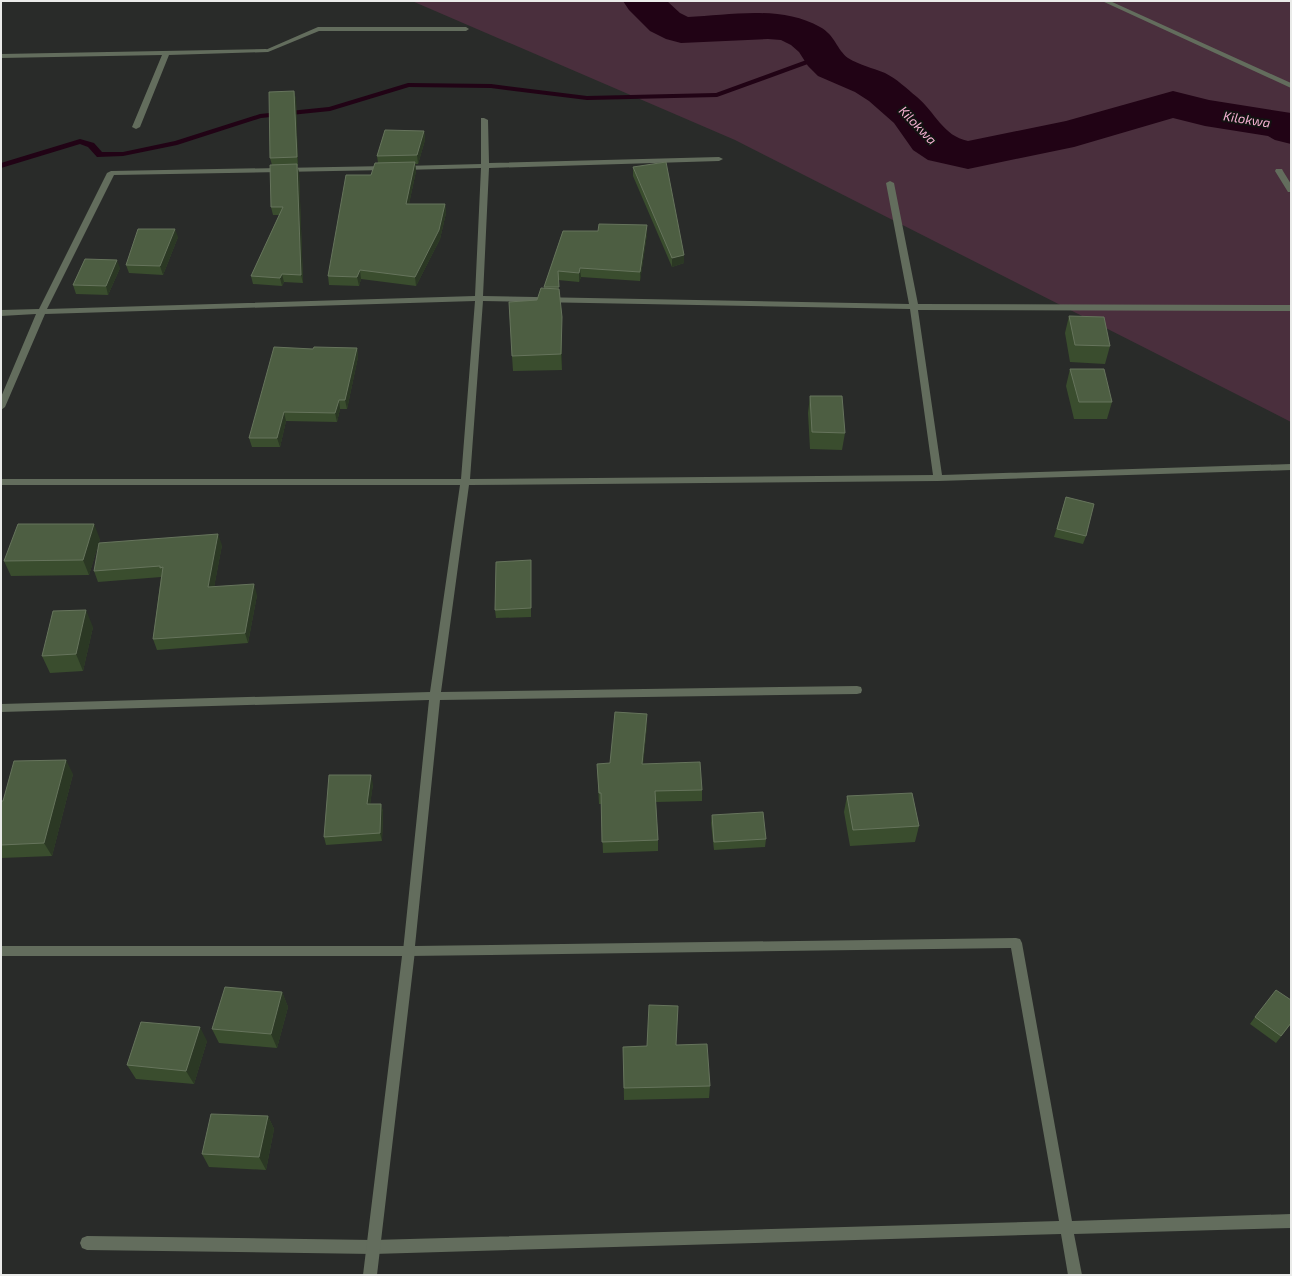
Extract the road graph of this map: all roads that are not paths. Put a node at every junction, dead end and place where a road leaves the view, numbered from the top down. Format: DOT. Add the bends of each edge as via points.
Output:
graph roads {
  1 [pos="1105,1"];
  2 [pos="466,29"];
  3 [pos="166,53"];
  4 [pos="1,56"];
  5 [pos="1291,86"];
  6 [pos="484,120"];
  7 [pos="136,126"];
  8 [pos="719,159"];
  9 [pos="485,166"];
  10 [pos="1279,171"];
  11 [pos="890,184"];
  12 [pos="1291,190"];
  13 [pos="479,298"];
  14 [pos="914,307"];
  15 [pos="1291,308"];
  16 [pos="1,313"];
  17 [pos="41,313"];
  18 [pos="1,407"];
  19 [pos="1291,467"];
  20 [pos="938,478"];
  21 [pos="1,482"];
  22 [pos="465,482"];
  23 [pos="857,690"];
  24 [pos="435,696"];
  25 [pos="1,708"];
  26 [pos="1,950"];
  27 [pos="409,951"];
  28 [pos="1291,1222"];
  29 [pos="1067,1228"];
  30 [pos="87,1243"];
  31 [pos="373,1247"];
  32 [pos="370,1275"];
  33 [pos="1075,1275"];
  1 -- 5 [label="street"];
  2 -- 3 [label="street" via="318,29 266,51"];
  3 -- 4 [label="street"];
  3 -- 7 [label="street"];
  6 -- 9 [label="street"];
  8 -- 9 [label="street"];
  9 -- 13 [label="street"];
  9 -- 17 [label="street" via="111,174"];
  10 -- 12 [label="street"];
  11 -- 14 [label="street"];
  13 -- 14 [label="street"];
  13 -- 17 [label="street"];
  13 -- 22 [label="street"];
  14 -- 15 [label="street"];
  14 -- 20 [label="street"];
  16 -- 17 [label="street"];
  17 -- 18 [label="street"];
  19 -- 20 [label="street"];
  20 -- 22 [label="street"];
  21 -- 22 [label="street"];
  22 -- 24 [label="street"];
  23 -- 24 [label="street"];
  24 -- 25 [label="street"];
  24 -- 27 [label="street"];
  26 -- 27 [label="street"];
  27 -- 29 [label="street" via="1016,944"];
  27 -- 31 [label="street"];
  28 -- 29 [label="street"];
  29 -- 31 [label="street"];
  29 -- 33 [label="street"];
  30 -- 31 [label="street"];
  31 -- 32 [label="street"];
}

Try it:
Show every line from the listing above in which the string "roads" appears.

Answer box:
Extract the road graph of this map: all roads that are not paths. Put a node at every junction, dead end and place where a road leaves the view, numbered from the top down. Format: DOT. Add the bends of each edge as via points.
graph roads {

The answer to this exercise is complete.